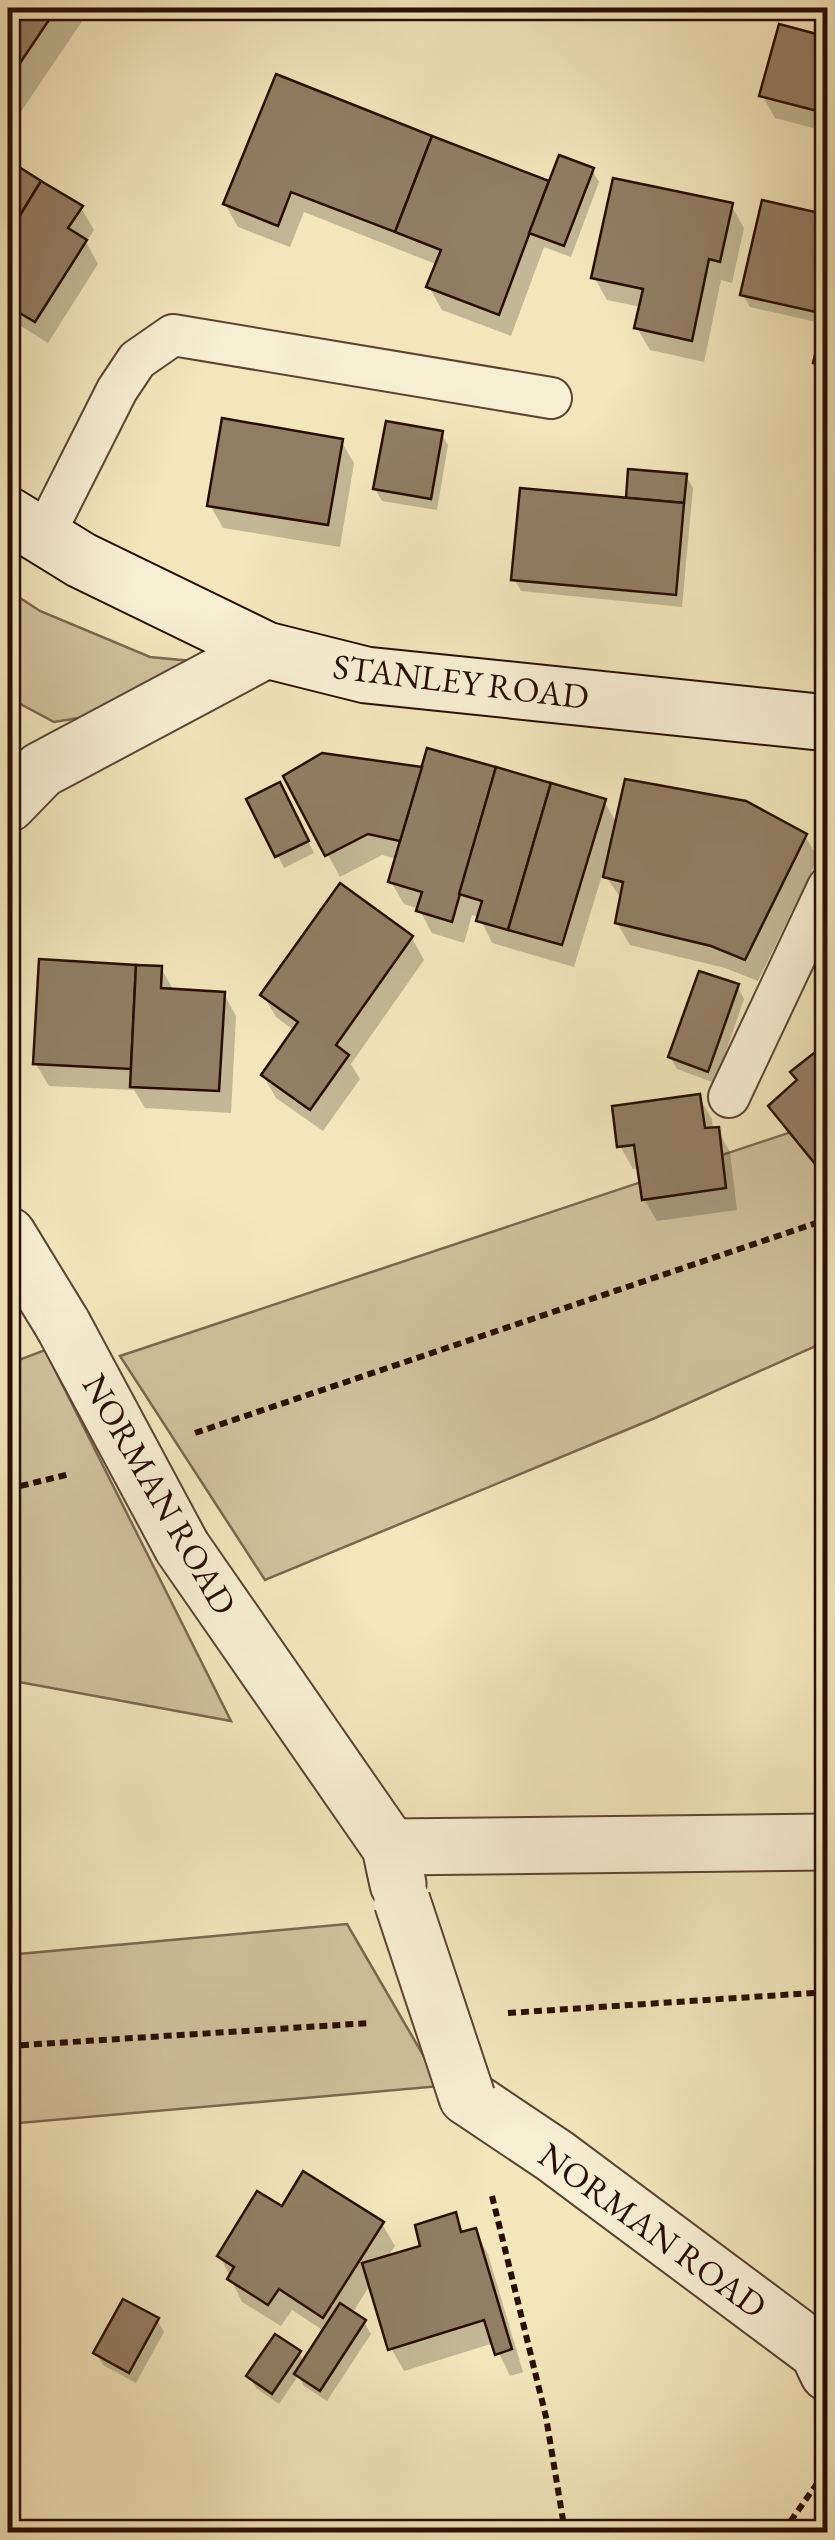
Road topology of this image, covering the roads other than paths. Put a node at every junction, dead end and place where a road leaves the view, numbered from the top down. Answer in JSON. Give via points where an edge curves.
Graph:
{"nodes":[{"id":1,"x":551,"y":398,"type":"dead end"},
{"id":2,"x":25,"y":526,"type":"edge"},
{"id":3,"x":266,"y":650,"type":"junction"},
{"id":4,"x":828,"y":722,"type":"edge"},
{"id":5,"x":8,"y":804,"type":"edge"},
{"id":6,"x":828,"y":887,"type":"edge"},
{"id":7,"x":729,"y":1096,"type":"dead end"},
{"id":8,"x":8,"y":1235,"type":"edge"},
{"id":9,"x":828,"y":1842,"type":"edge"},
{"id":10,"x":390,"y":1847,"type":"junction"},
{"id":11,"x":828,"y":2374,"type":"edge"}],
"edges":[{"from":1,"to":2,"type":"lane","via":[[173,335],[137,360]]},
{"from":2,"to":3,"type":"street","name":"STANLEY ROAD"},
{"from":3,"to":4,"type":"street","name":"STANLEY ROAD","via":[[366,675]]},
{"from":3,"to":5,"type":"street","via":[[42,770]]},
{"from":6,"to":7,"type":"lane"},
{"from":8,"to":10,"type":"street","name":"NORMAN ROAD","bridge":true,"via":[[64,1325],[182,1547]]},
{"from":9,"to":10,"type":"street"},
{"from":10,"to":11,"type":"street","name":"NORMAN ROAD","bridge":true,"via":[[467,2098],[818,2352]]}]}
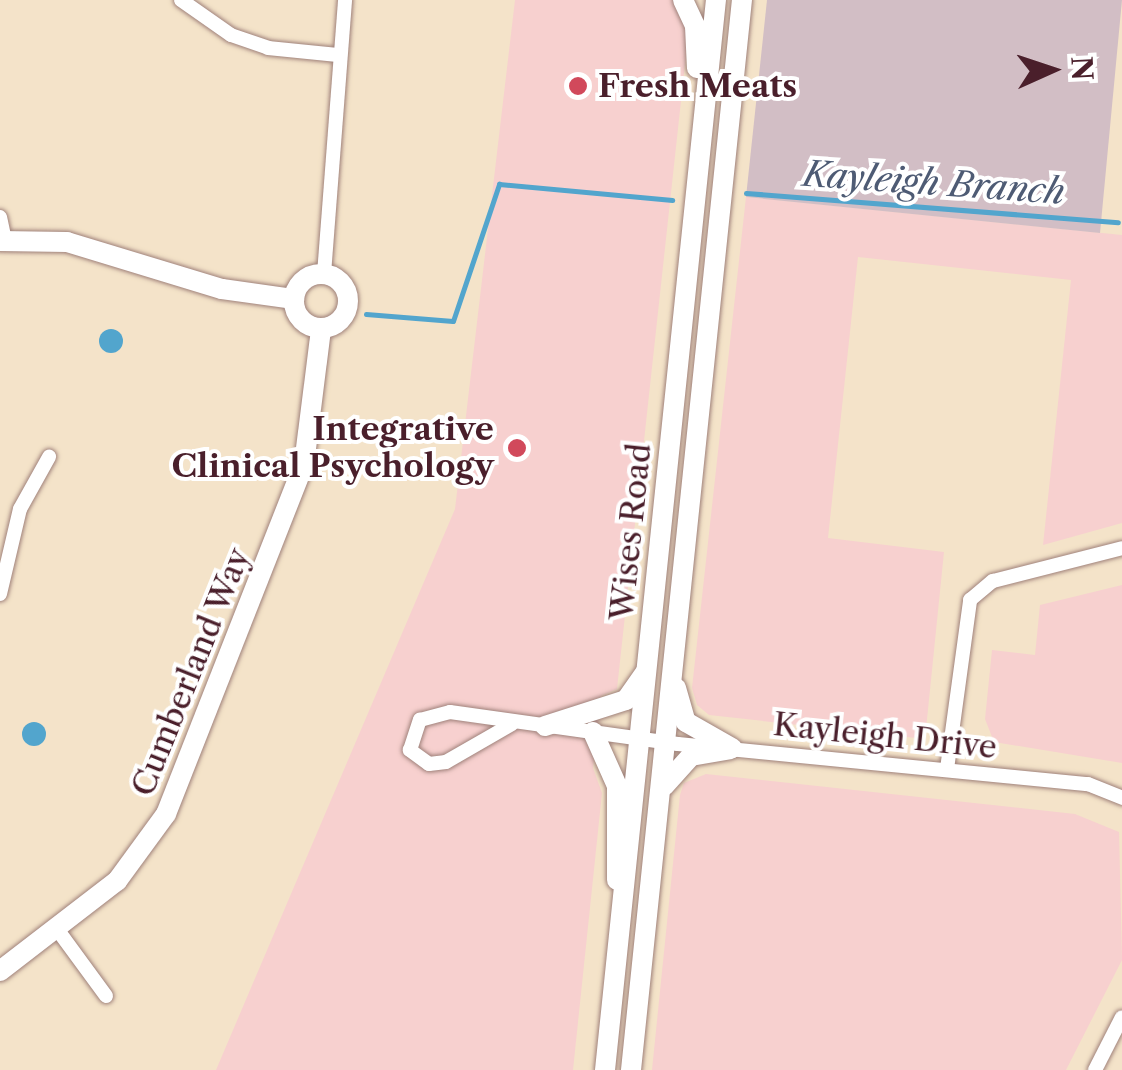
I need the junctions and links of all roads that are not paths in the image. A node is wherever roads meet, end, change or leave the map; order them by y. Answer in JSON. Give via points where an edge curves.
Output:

##############################

> **Work instructions**: From the first line to the last, give the data again exactly, but without pictures.

> **Response for this exercise**:
Road topology of this image, covering the roads other than paths. Put a node at every junction, dead end and place where a road leaves the view, numbered from the top down. Answer in JSON. Give via points where an edge curves.
Graph:
{"nodes":[{"id":1,"x":551,"y":398,"type":"dead end"},
{"id":2,"x":25,"y":526,"type":"edge"},
{"id":3,"x":266,"y":650,"type":"junction"},
{"id":4,"x":828,"y":722,"type":"edge"},
{"id":5,"x":8,"y":804,"type":"edge"},
{"id":6,"x":828,"y":887,"type":"edge"},
{"id":7,"x":729,"y":1096,"type":"dead end"},
{"id":8,"x":8,"y":1235,"type":"edge"},
{"id":9,"x":828,"y":1842,"type":"edge"},
{"id":10,"x":390,"y":1847,"type":"junction"},
{"id":11,"x":828,"y":2374,"type":"edge"}],
"edges":[{"from":1,"to":2,"type":"lane","via":[[173,335],[137,360]]},
{"from":2,"to":3,"type":"street","name":"STANLEY ROAD"},
{"from":3,"to":4,"type":"street","name":"STANLEY ROAD","via":[[366,675]]},
{"from":3,"to":5,"type":"street","via":[[42,770]]},
{"from":6,"to":7,"type":"lane"},
{"from":8,"to":10,"type":"street","name":"NORMAN ROAD","bridge":true,"via":[[64,1325],[182,1547]]},
{"from":9,"to":10,"type":"street"},
{"from":10,"to":11,"type":"street","name":"NORMAN ROAD","bridge":true,"via":[[467,2098],[818,2352]]}]}
I need the junctions and links of all roads that are not paths in the image. A node is wherever roads meet, end, change or leave the map; order them by y. Answer in JSON. Give via points where an edge curves.
Output:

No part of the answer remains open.